CENG 514 Data Mining

Assignment I

In this assignment we will work on Association Rule Mining and elaborate on two related sub

tasks.

Q1. Analyzing the pruning through candidate generation.

The pseudocode for the candidate generation step of Apriori algorithm is as follows:

Given a set of k-item frequent itemsets I as input

(Note that k>1 and items within itemsets and also itemsets are

already sorted in increasing order).

C is the set of k-item Candidate Itemsets, initially empty

For each itemset i in I

For each itemset j in I

If the initial k-1 elements of itemset i and j are the

same,

create a k+1-item candidate itemset c

If c does not include any k-item non-frequent

itemset

C = C U c

Output C

Example:

Input {a,b}, {a,c}, {a,d}, {b,c}, {c,d}, {c,e}, {d,e}

Output should be {a,b,c}, {a,c,d},{c,d,e}

Note that {a,b} and {a,d} can be joined, as their initial k elements are the same, to form the

candidate {a,b,d}. However it includes the {b,d} as a subset, which is a non-frequent 2-item

itemset.

Implement the below algorithms in Python:

i. The candidate generation algorithm above

ii. Candidate generation algorithm by extending each k-item frequent itemset by an

item in the data set

We expect to obtain pruning in candidates in the first algorithm. In order to analyze this:

i. Run both of the algorithms on 50 randomly created k-item frequent itemsets I.

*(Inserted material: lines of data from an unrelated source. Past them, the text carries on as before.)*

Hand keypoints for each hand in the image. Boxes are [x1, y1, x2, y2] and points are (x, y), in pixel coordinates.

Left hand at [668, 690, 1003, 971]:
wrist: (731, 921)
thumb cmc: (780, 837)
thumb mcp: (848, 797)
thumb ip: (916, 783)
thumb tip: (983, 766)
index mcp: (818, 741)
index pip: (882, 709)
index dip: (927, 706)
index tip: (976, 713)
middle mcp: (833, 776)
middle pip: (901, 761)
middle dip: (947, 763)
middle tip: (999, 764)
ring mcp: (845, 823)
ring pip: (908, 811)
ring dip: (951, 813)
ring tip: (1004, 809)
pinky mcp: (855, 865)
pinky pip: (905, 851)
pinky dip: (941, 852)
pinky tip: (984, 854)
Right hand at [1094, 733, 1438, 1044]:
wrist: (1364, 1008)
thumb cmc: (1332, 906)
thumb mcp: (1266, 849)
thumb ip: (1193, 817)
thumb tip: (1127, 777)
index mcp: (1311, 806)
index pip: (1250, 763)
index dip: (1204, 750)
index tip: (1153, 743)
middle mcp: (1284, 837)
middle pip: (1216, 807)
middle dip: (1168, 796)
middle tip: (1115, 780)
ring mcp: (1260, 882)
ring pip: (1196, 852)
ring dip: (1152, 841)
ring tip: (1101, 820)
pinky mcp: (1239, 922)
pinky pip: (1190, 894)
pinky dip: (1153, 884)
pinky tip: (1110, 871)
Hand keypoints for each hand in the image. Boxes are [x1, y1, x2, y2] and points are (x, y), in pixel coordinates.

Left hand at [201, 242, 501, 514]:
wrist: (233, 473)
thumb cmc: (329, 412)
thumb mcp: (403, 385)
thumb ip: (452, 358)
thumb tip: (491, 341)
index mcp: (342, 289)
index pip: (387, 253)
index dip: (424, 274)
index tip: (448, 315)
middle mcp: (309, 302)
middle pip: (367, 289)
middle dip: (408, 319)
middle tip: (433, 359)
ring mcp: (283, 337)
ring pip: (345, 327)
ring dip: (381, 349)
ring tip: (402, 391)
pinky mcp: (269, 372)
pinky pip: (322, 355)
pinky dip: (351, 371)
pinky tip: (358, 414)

(Use the same input for both of the algorithms.)

ii. Report the reduction in the number of candidates generated per run and the

average reduction.

Note that the number of reduction in candidate generation will be calculated as given in

Equation 1.

𝑅𝑒𝑑𝑢𝑐𝑡𝑖𝑜𝑛 =

𝑁𝑢𝑚𝑏𝑒𝑟 𝑜𝑓 𝑐𝑎𝑛𝑑𝑖𝑑𝑎𝑡𝑒𝑠 𝑔𝑒𝑛𝑒𝑟𝑎𝑡𝑒𝑑 𝑖𝑛 𝐴𝑙𝑔𝑜𝑟𝑖𝑡ℎ𝑚 1

𝑁𝑢𝑚𝑏𝑒𝑟 𝑜𝑓 𝑐𝑎𝑛𝑑𝑖𝑑𝑎𝑡𝑒𝑠 𝑔𝑒𝑛𝑒𝑟𝑎𝑡𝑒𝑑 𝑖 𝐴𝑙𝑔𝑜𝑟𝑖𝑡ℎ𝑚 2

(1)

Submission: Codes and the report presenting the analysis result.

Q2. Analyzing the Partitioning (SON) Algorithm.

As discussed in the class, SON algorithm partitions the transaction data set into chunks fitting

in the memory and returns the complete result in two passes on the data. In this part of the

assignment, you will simulate the first pass of the algorithm and compare the result with that of

the original Apriori.

Follow the given steps:

i. For the analysis, use groceries.csv data set

ii. Run apriori function under mlxtend library in Python on groceries.csv data set under

0.02 support ratio.

iii. For i in 5 to 10

a. Partition groceries.csv data set into i partitions

b. Find the total number of frequent itemsets generated for all the partitions

c. Compare the result with that of Step (ii) and report as a ratio given in Equation

2.

𝑂𝑣𝑒𝑟 𝑔𝑒𝑛𝑒𝑟𝑎𝑡𝑖𝑜𝑛 𝑟𝑎𝑡𝑖𝑜𝑛 =

𝑁𝑢𝑚𝑏𝑒𝑟 𝑜𝑓 𝑓𝑟𝑒𝑞𝑢𝑒𝑛𝑡 𝑖𝑡𝑒𝑚𝑠𝑒𝑡𝑠 𝑔𝑒𝑛𝑒𝑟𝑎𝑡𝑒𝑑 𝑖𝑛 𝑡ℎ𝑒 𝑓𝑖𝑟𝑠𝑡 𝑝𝑎𝑠𝑠 𝑜𝑓 𝑆𝑂𝑁

𝑁𝑢𝑚𝑏𝑒𝑟 𝑜𝑓 𝑓𝑟𝑒𝑞𝑢𝑒𝑛𝑡 𝑖𝑡𝑒𝑚𝑠 𝑔𝑒𝑛𝑒𝑟𝑎𝑡𝑒𝑑 𝑖𝑛 𝑡ℎ𝑒 𝑜𝑟𝑖𝑔𝑖𝑛𝑎𝑙 𝐴𝑝𝑟𝑖𝑜𝑟𝑖

(2)

Note that apriori in mlxtend gets transaction data input in the form of one hot encoding. So you

will need to convert each row in the original data set to a list, and then to one hot encoding

format. You can use TransactionEncoder under mlxtend.preprocessing.

Submission: Codes and the report presenting the analysis result.